REQUIRED ACTION: The expected result is every entry, retyped character for character.

ENTRIES SUPPLIED:

§

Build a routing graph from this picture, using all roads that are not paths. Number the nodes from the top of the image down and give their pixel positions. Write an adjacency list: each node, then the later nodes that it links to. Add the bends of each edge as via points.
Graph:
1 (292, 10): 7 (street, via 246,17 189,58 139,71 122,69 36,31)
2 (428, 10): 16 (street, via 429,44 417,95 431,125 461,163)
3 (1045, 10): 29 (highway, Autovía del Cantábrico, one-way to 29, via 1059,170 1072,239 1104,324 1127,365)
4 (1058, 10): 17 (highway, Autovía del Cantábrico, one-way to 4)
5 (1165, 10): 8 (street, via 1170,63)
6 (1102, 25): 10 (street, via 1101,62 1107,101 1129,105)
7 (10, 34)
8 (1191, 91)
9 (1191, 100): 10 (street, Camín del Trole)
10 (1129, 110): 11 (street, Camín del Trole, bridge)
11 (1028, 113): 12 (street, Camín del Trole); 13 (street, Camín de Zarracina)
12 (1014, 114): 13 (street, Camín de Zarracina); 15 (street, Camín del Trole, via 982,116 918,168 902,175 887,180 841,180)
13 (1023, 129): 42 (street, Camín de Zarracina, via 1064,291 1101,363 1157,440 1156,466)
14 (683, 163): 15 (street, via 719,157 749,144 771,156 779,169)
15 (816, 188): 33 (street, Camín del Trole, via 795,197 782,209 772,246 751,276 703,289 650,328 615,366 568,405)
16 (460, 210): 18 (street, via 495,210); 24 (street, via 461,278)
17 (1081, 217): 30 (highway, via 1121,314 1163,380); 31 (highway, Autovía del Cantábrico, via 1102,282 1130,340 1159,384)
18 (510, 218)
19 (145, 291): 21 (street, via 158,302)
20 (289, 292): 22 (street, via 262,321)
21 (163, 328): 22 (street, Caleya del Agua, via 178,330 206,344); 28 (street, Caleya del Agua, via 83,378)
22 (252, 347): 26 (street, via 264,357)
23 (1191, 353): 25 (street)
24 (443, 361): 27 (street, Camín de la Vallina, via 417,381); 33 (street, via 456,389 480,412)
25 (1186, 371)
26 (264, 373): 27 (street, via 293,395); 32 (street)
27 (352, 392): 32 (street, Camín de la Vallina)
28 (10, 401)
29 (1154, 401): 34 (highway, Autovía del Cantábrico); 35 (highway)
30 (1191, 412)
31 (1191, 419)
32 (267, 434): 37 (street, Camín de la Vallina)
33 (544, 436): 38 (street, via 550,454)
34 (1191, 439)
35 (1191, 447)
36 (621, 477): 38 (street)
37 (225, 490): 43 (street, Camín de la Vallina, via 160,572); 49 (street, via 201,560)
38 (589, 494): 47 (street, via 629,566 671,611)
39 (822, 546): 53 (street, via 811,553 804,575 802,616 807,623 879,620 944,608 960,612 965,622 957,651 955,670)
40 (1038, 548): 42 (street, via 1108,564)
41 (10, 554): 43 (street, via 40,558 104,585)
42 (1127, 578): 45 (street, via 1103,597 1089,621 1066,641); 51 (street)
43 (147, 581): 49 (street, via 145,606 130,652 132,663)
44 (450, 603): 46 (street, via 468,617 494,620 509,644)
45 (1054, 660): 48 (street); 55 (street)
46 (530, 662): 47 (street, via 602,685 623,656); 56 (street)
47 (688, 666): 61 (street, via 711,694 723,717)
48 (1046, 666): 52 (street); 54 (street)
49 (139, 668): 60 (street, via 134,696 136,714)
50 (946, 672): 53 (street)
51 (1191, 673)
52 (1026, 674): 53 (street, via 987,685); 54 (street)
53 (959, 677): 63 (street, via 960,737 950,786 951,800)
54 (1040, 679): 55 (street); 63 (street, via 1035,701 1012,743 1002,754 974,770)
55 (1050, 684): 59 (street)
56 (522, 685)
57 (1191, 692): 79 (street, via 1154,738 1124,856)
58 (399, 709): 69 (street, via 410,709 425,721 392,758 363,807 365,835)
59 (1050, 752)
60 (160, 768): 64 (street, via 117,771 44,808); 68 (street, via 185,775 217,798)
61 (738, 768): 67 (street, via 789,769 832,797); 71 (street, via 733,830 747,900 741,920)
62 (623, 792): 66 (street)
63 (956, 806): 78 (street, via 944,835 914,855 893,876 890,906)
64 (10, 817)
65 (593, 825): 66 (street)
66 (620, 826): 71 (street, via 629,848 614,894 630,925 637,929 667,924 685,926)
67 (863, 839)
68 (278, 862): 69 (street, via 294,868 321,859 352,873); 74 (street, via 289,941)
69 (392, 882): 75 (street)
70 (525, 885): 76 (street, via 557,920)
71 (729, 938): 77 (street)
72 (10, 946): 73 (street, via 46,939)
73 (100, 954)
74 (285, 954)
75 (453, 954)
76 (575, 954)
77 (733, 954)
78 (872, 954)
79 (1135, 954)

§

OUTPUT FOR THIS EXERCISE:
Build a routing graph from this picture, using all roads that are not paths. Number the nodes from the top of the image down and give their pixel positions. Write an adjacency list: each node, then the later nodes that it links to. Add the bends of each edge as via points.
Graph:
1 (292, 10): 7 (street, via 246,17 189,58 139,71 122,69 36,31)
2 (428, 10): 16 (street, via 429,44 417,95 431,125 461,163)
3 (1045, 10): 29 (highway, Autovía del Cantábrico, one-way to 29, via 1059,170 1072,239 1104,324 1127,365)
4 (1058, 10): 17 (highway, Autovía del Cantábrico, one-way to 4)
5 (1165, 10): 8 (street, via 1170,63)
6 (1102, 25): 10 (street, via 1101,62 1107,101 1129,105)
7 (10, 34)
8 (1191, 91)
9 (1191, 100): 10 (street, Camín del Trole)
10 (1129, 110): 11 (street, Camín del Trole, bridge)
11 (1028, 113): 12 (street, Camín del Trole); 13 (street, Camín de Zarracina)
12 (1014, 114): 13 (street, Camín de Zarracina); 15 (street, Camín del Trole, via 982,116 918,168 902,175 887,180 841,180)
13 (1023, 129): 42 (street, Camín de Zarracina, via 1064,291 1101,363 1157,440 1156,466)
14 (683, 163): 15 (street, via 719,157 749,144 771,156 779,169)
15 (816, 188): 33 (street, Camín del Trole, via 795,197 782,209 772,246 751,276 703,289 650,328 615,366 568,405)
16 (460, 210): 18 (street, via 495,210); 24 (street, via 461,278)
17 (1081, 217): 30 (highway, via 1121,314 1163,380); 31 (highway, Autovía del Cantábrico, via 1102,282 1130,340 1159,384)
18 (510, 218)
19 (145, 291): 21 (street, via 158,302)
20 (289, 292): 22 (street, via 262,321)
21 (163, 328): 22 (street, Caleya del Agua, via 178,330 206,344); 28 (street, Caleya del Agua, via 83,378)
22 (252, 347): 26 (street, via 264,357)
23 (1191, 353): 25 (street)
24 (443, 361): 27 (street, Camín de la Vallina, via 417,381); 33 (street, via 456,389 480,412)
25 (1186, 371)
26 (264, 373): 27 (street, via 293,395); 32 (street)
27 (352, 392): 32 (street, Camín de la Vallina)
28 (10, 401)
29 (1154, 401): 34 (highway, Autovía del Cantábrico); 35 (highway)
30 (1191, 412)
31 (1191, 419)
32 (267, 434): 37 (street, Camín de la Vallina)
33 (544, 436): 38 (street, via 550,454)
34 (1191, 439)
35 (1191, 447)
36 (621, 477): 38 (street)
37 (225, 490): 43 (street, Camín de la Vallina, via 160,572); 49 (street, via 201,560)
38 (589, 494): 47 (street, via 629,566 671,611)
39 (822, 546): 53 (street, via 811,553 804,575 802,616 807,623 879,620 944,608 960,612 965,622 957,651 955,670)
40 (1038, 548): 42 (street, via 1108,564)
41 (10, 554): 43 (street, via 40,558 104,585)
42 (1127, 578): 45 (street, via 1103,597 1089,621 1066,641); 51 (street)
43 (147, 581): 49 (street, via 145,606 130,652 132,663)
44 (450, 603): 46 (street, via 468,617 494,620 509,644)
45 (1054, 660): 48 (street); 55 (street)
46 (530, 662): 47 (street, via 602,685 623,656); 56 (street)
47 (688, 666): 61 (street, via 711,694 723,717)
48 (1046, 666): 52 (street); 54 (street)
49 (139, 668): 60 (street, via 134,696 136,714)
50 (946, 672): 53 (street)
51 (1191, 673)
52 (1026, 674): 53 (street, via 987,685); 54 (street)
53 (959, 677): 63 (street, via 960,737 950,786 951,800)
54 (1040, 679): 55 (street); 63 (street, via 1035,701 1012,743 1002,754 974,770)
55 (1050, 684): 59 (street)
56 (522, 685)
57 (1191, 692): 79 (street, via 1154,738 1124,856)
58 (399, 709): 69 (street, via 410,709 425,721 392,758 363,807 365,835)
59 (1050, 752)
60 (160, 768): 64 (street, via 117,771 44,808); 68 (street, via 185,775 217,798)
61 (738, 768): 67 (street, via 789,769 832,797); 71 (street, via 733,830 747,900 741,920)
62 (623, 792): 66 (street)
63 (956, 806): 78 (street, via 944,835 914,855 893,876 890,906)
64 (10, 817)
65 (593, 825): 66 (street)
66 (620, 826): 71 (street, via 629,848 614,894 630,925 637,929 667,924 685,926)
67 (863, 839)
68 (278, 862): 69 (street, via 294,868 321,859 352,873); 74 (street, via 289,941)
69 (392, 882): 75 (street)
70 (525, 885): 76 (street, via 557,920)
71 (729, 938): 77 (street)
72 (10, 946): 73 (street, via 46,939)
73 (100, 954)
74 (285, 954)
75 (453, 954)
76 (575, 954)
77 (733, 954)
78 (872, 954)
79 (1135, 954)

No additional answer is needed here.